Obviously, over the years ahead, more and more names will be added, but Moyers paints over the existence of Venona altogether -- as does most of the left -- because the evidence shatters the myths they hold so dear: that the Rosenbergs and Alger Hiss were innocent, that the Communist Party US (CPUS) was not controlled and funded by Moscow, and that anyone who does not hold these opinions is a McCarthyite and unworthy to offer a contrary opinion.

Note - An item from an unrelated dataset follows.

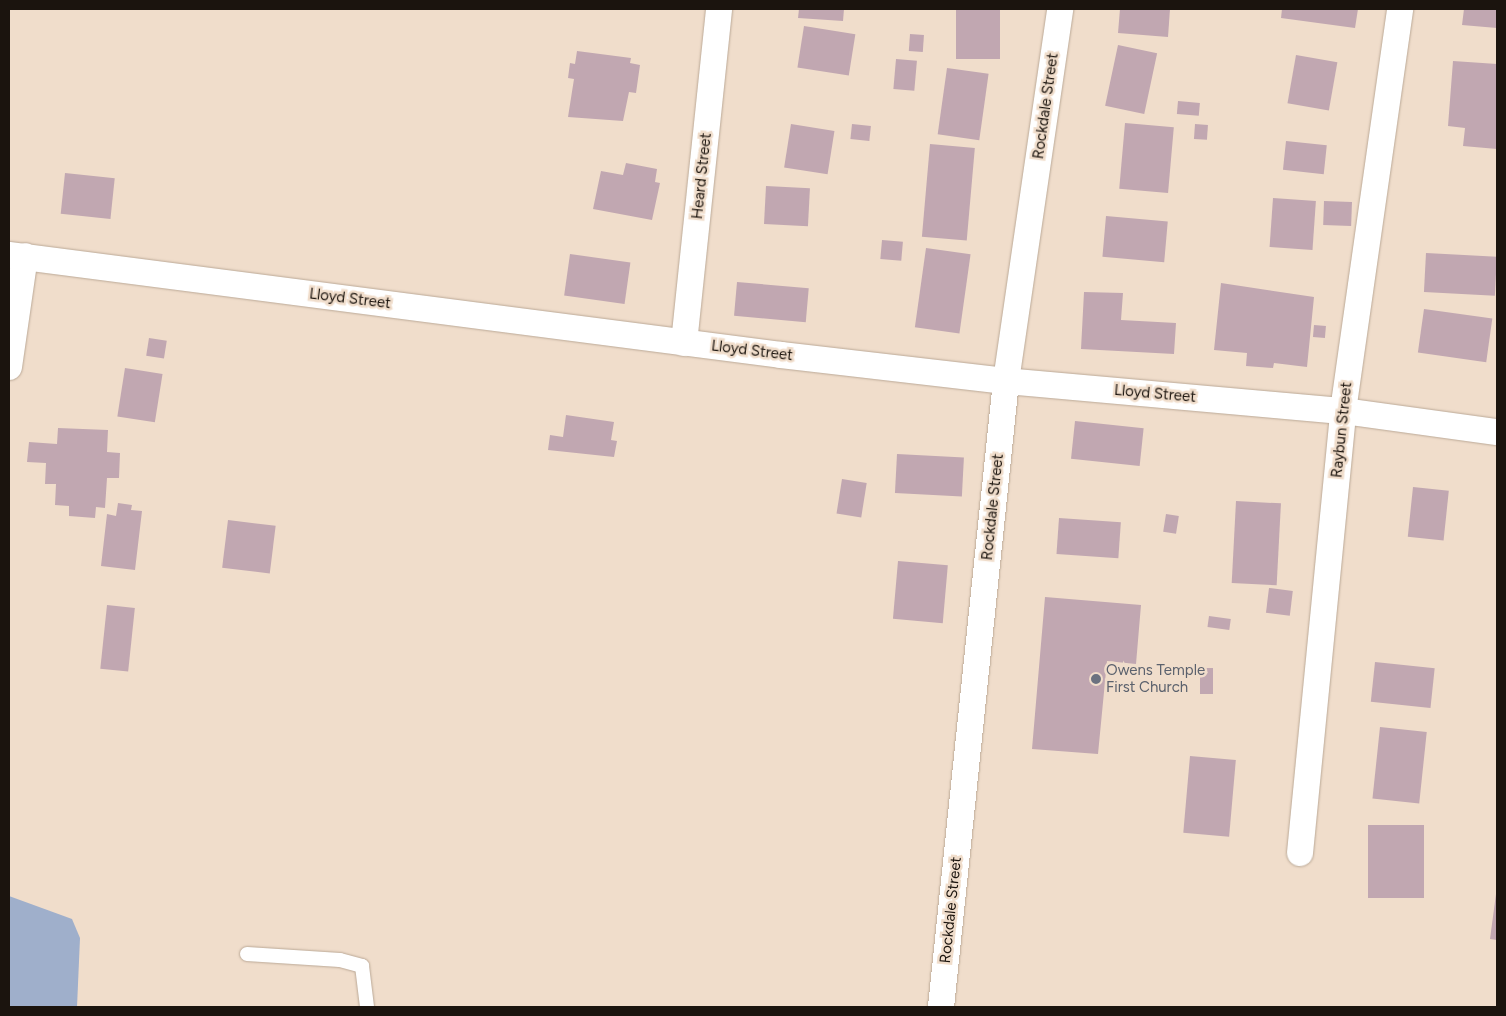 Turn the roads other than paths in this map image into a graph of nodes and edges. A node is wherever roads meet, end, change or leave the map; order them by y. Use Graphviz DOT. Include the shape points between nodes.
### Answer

Moyers  is an unrepentant Great-Society liberal spawned by fellow Texan Lyndon Johnson in the mid-1960s, when LBJ sought to solve America's problems with sweeping utopian legislation that continues to break the federal budget.  Beyond saddling us with the burden of social welfare programs, the Great Society ushered in nettlesome problems in the metrics of the political process, including the Voting Rights Act, which continues to muddle elections in Southern states while the act itself has become a relic with no relevance in today's election environment.

Bill Moyers parlayed his position under LBJ into a lucrative and influential career as an author and  public television host.  His NOW With Bill Moyers and Bill Moyers Journal peddled the leftist party line, whereupon he was able to slide over to network television, where he continued to apply his softspoken style to present leftist clichés to a mass audience.  If he is anything, he is consistent: always there to represent the non-factual,  idealistic, and unrealistic opinions of the radical utopians.

Though soft-spoken, in print he exceeds Rush Limbaugh in hyperbole.  He warns Allen West: "So beware, Congressman West, beware: in the flammable pool of toxic paranoia that passes these days as patriotism, a single careless match can light an inferno.  You would serve your country well to withdraw your remarks and apologize for them."

Yet Moyers, who walks right by valid historic facts such as Venona to make up his own historic narrative, is the one who should withdraw his remarks over the past 50 years and apologize for them.